• Assignment
Your task is to count the lines of the records that contain "Sheridan". Answer with the number and nothing else.

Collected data
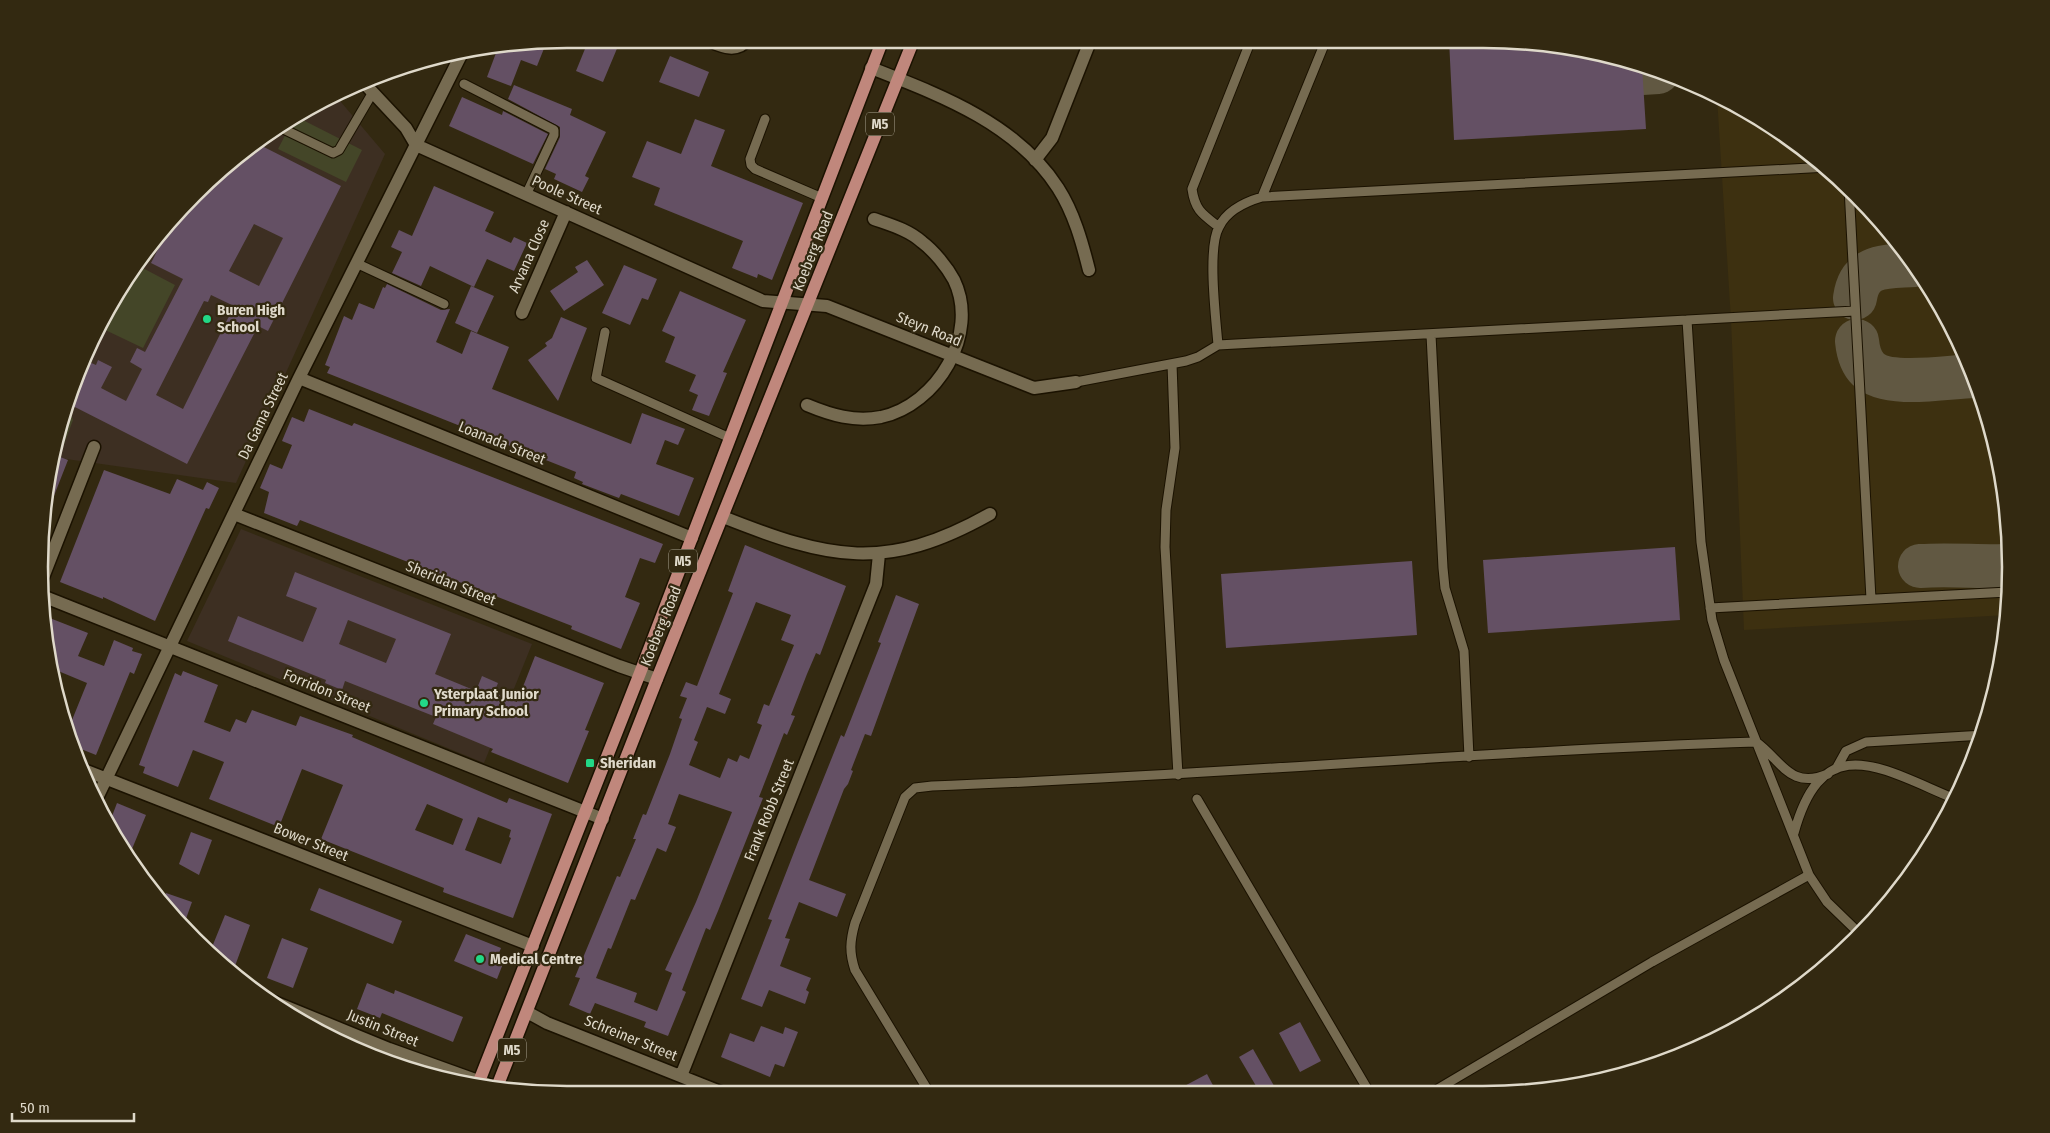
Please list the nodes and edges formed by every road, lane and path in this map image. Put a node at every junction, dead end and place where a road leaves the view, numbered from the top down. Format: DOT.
graph roads {
  1 [pos="880,48"];
  2 [pos="911,48"];
  3 [pos="1087,48"];
  4 [pos="1248,48"];
  5 [pos="1323,48"];
  6 [pos="459,58"];
  7 [pos="872,68"];
  8 [pos="899,78"];
  9 [pos="464,84"];
  10 [pos="368,87"];
  11 [pos="373,92"];
  12 [pos="764,118"];
  13 [pos="286,130"];
  14 [pos="416,145"];
  15 [pos="1035,160"];
  16 [pos="1815,168"];
  17 [pos="526,195"];
  18 [pos="1262,197"];
  19 [pos="822,198"];
  20 [pos="1849,199"];
  21 [pos="566,212"];
  22 [pos="874,219"];
  23 [pos="1219,227"];
  24 [pos="356,263"];
  25 [pos="1089,270"];
  26 [pos="782,302"];
  27 [pos="444,304"];
  28 [pos="810,304"];
  29 [pos="1855,311"];
  30 [pos="522,313"];
  31 [pos="1687,320"];
  32 [pos="605,332"];
  33 [pos="1431,335"];
  34 [pos="1218,345"];
  35 [pos="951,355"];
  36 [pos="1172,364"];
  37 [pos="299,378"];
  38 [pos="1076,382"];
  39 [pos="807,405"];
  40 [pos="730,438"];
  41 [pos="94,446"];
  42 [pos="234,514"];
  43 [pos="990,514"];
  44 [pos="723,517"];
  45 [pos="692,538"];
  46 [pos="879,554"];
  47 [pos="48,564"];
  48 [pos="2001,592"];
  49 [pos="49,599"];
  50 [pos="1871,599"];
  51 [pos="1710,608"];
  52 [pos="170,646"];
  53 [pos="640,673"];
  54 [pos="657,679"];
  55 [pos="1974,736"];
  56 [pos="1756,742"];
  57 [pos="1469,757"];
  58 [pos="1832,771"];
  59 [pos="90,773"];
  60 [pos="1178,775"];
  61 [pos="106,779"];
  62 [pos="99,793"];
  63 [pos="1949,797"];
  64 [pos="1197,799"];
  65 [pos="585,812"];
  66 [pos="602,818"];
  67 [pos="1794,834"];
  68 [pos="1810,875"];
  69 [pos="1854,929"];
  70 [pos="532,946"];
  71 [pos="300,1012"];
  72 [pos="527,1012"];
  73 [pos="453,1073"];
  74 [pos="681,1076"];
  75 [pos="481,1078"];
  76 [pos="499,1081"];
  77 [pos="708,1086"];
  78 [pos="926,1086"];
  79 [pos="1366,1086"];
  80 [pos="1443,1086"];
  1 -- 7 [label="main road, Koeberg Road / M5"];
  2 -- 8 [label="main road, Koeberg Road / M5"];
  3 -- 15 [label="street"];
  4 -- 23 [label="lane"];
  5 -- 18 [label="lane"];
  6 -- 14 [label="street, Da Gama Street"];
  7 -- 8 [label="street"];
  7 -- 19 [label="main road, Koeberg Road / M5"];
  8 -- 15 [label="street"];
  8 -- 28 [label="main road, Koeberg Road / M5"];
  9 -- 17 [label="lane"];
  10 -- 11 [label="street"];
  11 -- 13 [label="lane"];
  11 -- 14 [label="street"];
  12 -- 19 [label="lane"];
  14 -- 17 [label="street, Poole Street"];
  14 -- 24 [label="street, Da Gama Street"];
  15 -- 25 [label="street"];
  16 -- 18 [label="lane"];
  17 -- 21 [label="street, Poole Street"];
  18 -- 23 [label="lane"];
  19 -- 26 [label="main road, Koeberg Road / M5"];
  20 -- 29 [label="lane"];
  21 -- 26 [label="street, Poole Street"];
  21 -- 30 [label="street, Arvana Close"];
  22 -- 35 [label="street"];
  23 -- 34 [label="lane"];
  24 -- 27 [label="lane"];
  24 -- 37 [label="street, Da Gama Street"];
  26 -- 28 [label="street, Poole Street"];
  26 -- 40 [label="main road, Koeberg Road / M5"];
  28 -- 35 [label="street, Steyn Road"];
  28 -- 44 [label="main road, Koeberg Road / M5"];
  29 -- 31 [label="lane"];
  29 -- 50 [label="lane"];
  31 -- 33 [label="lane"];
  31 -- 51 [label="lane"];
  32 -- 40 [label="lane"];
  33 -- 34 [label="lane"];
  33 -- 57 [label="lane"];
  34 -- 36 [label="lane"];
  35 -- 38 [label="street, Steyn Road"];
  35 -- 39 [label="street"];
  36 -- 38 [label="lane"];
  36 -- 60 [label="lane"];
  37 -- 42 [label="street, Da Gama Street"];
  37 -- 45 [label="street, Loanada Street"];
  40 -- 45 [label="main road, Koeberg Road / M5"];
  41 -- 47 [label="street"];
  42 -- 52 [label="street, Da Gama Street"];
  42 -- 53 [label="street, Sheridan Street"];
  43 -- 46 [label="street"];
  44 -- 46 [label="street"];
  44 -- 54 [label="main road, Koeberg Road / M5"];
  45 -- 53 [label="main road, Koeberg Road / M5"];
  46 -- 74 [label="street, Frank Robb Street"];
  48 -- 50 [label="lane"];
  49 -- 52 [label="street, Forridon Street"];
  50 -- 51 [label="lane"];
  51 -- 56 [label="lane"];
  52 -- 61 [label="street, Da Gama Street"];
  52 -- 65 [label="street, Forridon Street"];
  53 -- 54 [label="street, Sheridan Street"];
  53 -- 65 [label="main road, Koeberg Road / M5"];
  54 -- 66 [label="main road, Koeberg Road / M5"];
  55 -- 58 [label="lane"];
  56 -- 57 [label="lane"];
  56 -- 58 [label="lane"];
  56 -- 67 [label="lane"];
  57 -- 60 [label="lane"];
  58 -- 63 [label="lane"];
  58 -- 67 [label="lane"];
  59 -- 61 [label="street, Bower Street"];
  60 -- 78 [label="lane"];
  61 -- 62 [label="street, Da Gama Street"];
  61 -- 70 [label="street, Bower Street"];
  64 -- 79 [label="lane"];
  65 -- 66 [label="street, Forridon Street"];
  65 -- 70 [label="main road, Koeberg Road / M5"];
  66 -- 72 [label="main road, Koeberg Road / M5"];
  67 -- 68 [label="lane"];
  68 -- 69 [label="lane"];
  68 -- 80 [label="lane"];
  70 -- 75 [label="main road, Koeberg Road / M5"];
  71 -- 73 [label="street, Justin Street"];
  72 -- 74 [label="street, Schreiner Street"];
  72 -- 76 [label="main road, Koeberg Road / M5"];
  74 -- 77 [label="street, Schreiner Street"];
}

• Solution for this problem
2